Even in the best of times, nations tend to view one another in caricature and stereotype. Riots, assassinations and Viet Nam have all contributed, justly or unjustly, to an image of an increasingly violent U.S. in the eyes of much of the world. In the first few hours after the shooting of Robert Kennedy, the outpouring of shock and sorrow from the public figures and press of the world expressed considerably more than the simple hope for Kennedy's survival. Much of it consisted of messages addressed to the American people and American society that said, in effect: Get well.
LAND OF THE GUN, headlined a London Sun editorial. "Violence has become the brutal hallmark of the most prosperous and most powerful nation on earth." Added Britain's Lord Harlech, a longtime friend of Kennedy: "Violence in the U.S. has become a world scandal." France, which came within an inch of violent collapse last month, found time in its recovery to fret over U.S. government: "America dreamed of a government of judges," said Paris' Le Monde, "but it suffers the law of violent people." Said Combat of Paris: "America is mad." The Times of India, where politically inspired mob action is not uncommon, found something "radically wrong" with a society that "harbors" fanatics. "The American society is sick," said the Frankfurter Rundschau, "sicker than most Americans want to admit."
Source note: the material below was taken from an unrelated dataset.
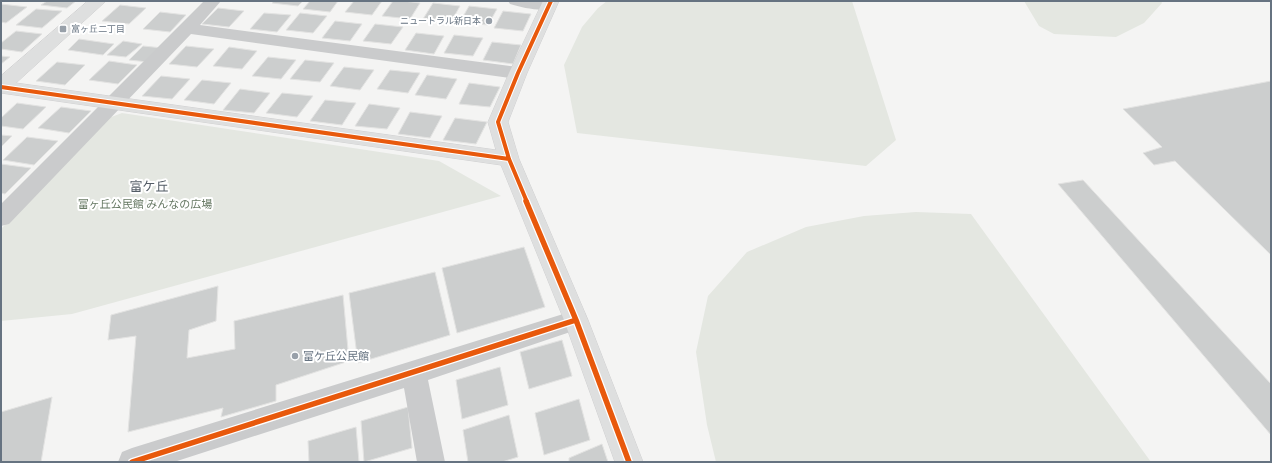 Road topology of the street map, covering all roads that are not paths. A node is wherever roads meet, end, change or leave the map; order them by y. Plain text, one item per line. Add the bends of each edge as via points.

Fact Observed. Communist nations were first to moralize about American violence. Contending that on-camera political assassination had become "a real American way of life," Izvestia declared that "Imperialism carries violence within itself." Russian Poet Evgeny Evtushenko warned: "You're firing at yourself, America. If you go on, you'll really kill yourself." Hanoi had a particular worry, reflecting its view of Kennedy as a man determined to halt the war. "American imperialism," said North Vietnamese Trade Leader Hoang Quog Viet, will now "run berserk on the battlefields of Viet Nam" as a result of the shooting.
There were some reappraisals abroad when the news came that Kennedy's suspected killer was less a product of U.S. society than of the festering hatred of the Middle East. "After we had all written about violence and cankers in American society," wrote London Daily Mirror Columnist George Gale somewhat soberly, "it came in a way as a sort of relief and undoubted surprise that Robert Kennedy was allegedly killed by an Arab for perfectly understandable political reasons." However, that fact, he predicted, will "become generally obscured," and indeed it was obscure enough in the continuing world comment.